«Avec le phantom, la France montre qu'elle est capable d'être première dans le domaine de l'audio, ici, en Seine-et-Marne, j'en suis très heureux». En déplacement au Châtelet-en-Brie dans l'usine de production de Devialet, le fabricant de cette enceinte ultra-haut de gamme, François Hollande n'a pas boudé son plaisir devant ce qu'il a qualifié de «merveille technologique». Une visite spécialement calibrée pour le jour de la fête de la musique afin de lui permettre de mettre en avant la French tech, mais aussi le secteur de la musique qui fait vivre 5000 personnes en France.
Après avoir visité cette usine ultra-moderne et très robotisée grâce à un équipement de bras articulés 100% japonais, le président s'est fait l'attaché de presse de cette start-up au tour de table très people (Xavier Niel, Bernard Arnault, Francois Pinault et Marc Simoncini comptent parmi ses 140 actionnaires) qui lui a donné l'occasion de montrer l'étendue de sa culture musicale. «Le nom phantom, c'est pour Phantom of The paradise?», s'est-il risqué durant la visite aussi studieuse que technique durant laquelle il n'a presque pas bronché. «Oui et pour tout le reste, le fantôme de l'opéra, la Rolls-Royce phantom lui a répliqué un de ses guides, c'est très international comme nom et c'est la raison pour laquelle nous l'avons choisi.»
Un président VRP
Reprenant le dossier de presse de Devialet, le président a souligné le fait que le phantom était distribué dans l'ensemble des Apple store américains et en Europe. Il a aussi fait de l'humour typiquement hollandien en déclarant qu'il aimerait encore être là en 2020 pour voir les 3 000 emplois que la société ambitionne d'avoir créé d'ici-là, contre environ 200 aujourd'hui. «Ça ira vraiment mieux à cette époque là», a-t-il ajouté en vantant le fait que Devialet avait multiplié par trois son chiffre d'affaires en 2015 et exporte 85% d'une production 100% made in France. Un discours parfaitement huilé de VRP de l'industrie française.
Après avoir écouté Pierre-Emmanuel Calmel, un des créateurs de Devialet et son ingénieur en chef, vanté le crédit impôt recherche et la qualité d'ingénieurs français dont la réputation n'est plus à démontrer dans la Silicon Valley, François Hollande s'est félicité de la reconversion d'un site industriel situé en pleine campagne et totalement à l'arrêt il y a deux ans. «On nous dit qu'on paie plus d'impôt en France qu'ailleurs, ce qui n'est pas tout à fait vrai, a encore affirmé le chef de l'Etat, mais ce n'est pas ici le débat. Ce qui compte, c'est qu'avec le CICE, le crédit impôt recherche ou le statut de jeune entreprise innovante, on est en mesure de créer des emplois, ici, en France et c'est une belle leçon de voir que Devialet, ce n'est pas seulement un relais de croissance ou une technologie merveilleuse, mais aussi un beau produit fabriqué par des salariés qui participent à l'aventure.» Le message, martelé par Devialet et repris grâcieusement par François Hollande, est clair: la technologie n'amène pas seulement des emplois ultra-qualifiés mais est également de nature à revivifier des métiers ouvriers (controle qualité, soudure et polissage, etc.) indispensables à la production de ces enceintes connectées.

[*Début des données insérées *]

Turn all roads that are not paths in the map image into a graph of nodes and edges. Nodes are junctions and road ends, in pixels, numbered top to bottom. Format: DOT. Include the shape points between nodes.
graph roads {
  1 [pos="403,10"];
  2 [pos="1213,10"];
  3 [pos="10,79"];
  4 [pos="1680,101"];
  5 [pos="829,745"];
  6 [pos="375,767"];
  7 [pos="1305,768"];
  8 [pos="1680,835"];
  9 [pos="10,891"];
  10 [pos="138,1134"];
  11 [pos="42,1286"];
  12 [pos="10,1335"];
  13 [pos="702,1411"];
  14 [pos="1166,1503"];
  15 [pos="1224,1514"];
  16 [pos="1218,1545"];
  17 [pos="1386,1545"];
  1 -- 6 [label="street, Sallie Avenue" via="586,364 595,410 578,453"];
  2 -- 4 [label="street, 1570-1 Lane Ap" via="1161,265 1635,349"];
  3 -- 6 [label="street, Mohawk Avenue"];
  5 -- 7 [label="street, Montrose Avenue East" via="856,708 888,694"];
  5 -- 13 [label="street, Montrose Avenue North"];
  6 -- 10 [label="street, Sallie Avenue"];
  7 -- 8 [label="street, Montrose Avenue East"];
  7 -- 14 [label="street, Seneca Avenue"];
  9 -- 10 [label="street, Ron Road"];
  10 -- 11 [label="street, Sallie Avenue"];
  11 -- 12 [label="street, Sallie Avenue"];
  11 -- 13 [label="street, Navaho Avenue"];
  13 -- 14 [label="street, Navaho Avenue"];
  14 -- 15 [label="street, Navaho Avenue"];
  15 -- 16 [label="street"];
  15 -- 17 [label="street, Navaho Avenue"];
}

L’interim plutôt que le CDI
«C'est la cambrousse Valley ici», commentait le député UDI de la circonscription Yves Jego, chantre du «produire en France» dont il organise des assises annuelles et ravi de ce coup de projecteur présidentiel sur un bassin industriel qui emploie majoritairement des ouvriers et techniciens. «C'est la preuve que le savoir faire technologique français ce n'est pas qu'une affaire d'ingénieurs high-tech mais aussi d'emplois ouvriers.» Dans cette usine dédiée à la production des hauts-parleurs du Phantom - dont sort ces jours-ci la nouvelle version enrichie «Gold phantom» (2500 euros l'unité tout de même) - une cinquantaine d'emplois ouvriers ont été créés sur les 200 que compte la société. Mais ce sont presque tous des intérimaires et seuls cinq d'entre eux ont été embauchés en CDI à ce jour. «Ils préfèrent nous garder en intérim, dit l'un d'eux, résultat on n'a pas complètement l'impression de faire partie de la société alors que c'est le cas pour les stagiaires là depuis une semaine.»
Après la traditionnelle tournée de selfies à laquelle il s'est prêté de bonne grâce, François Hollande s'est éclipsé tout sourire tandis qu'un phantom diffusait la Vie en rose. Une visite parfaitement orchestrée et sans histoire au pays de la France qui gagne et de l'économie heureuse, loin de la contestation de la rue et des débats de la loi El Khomri.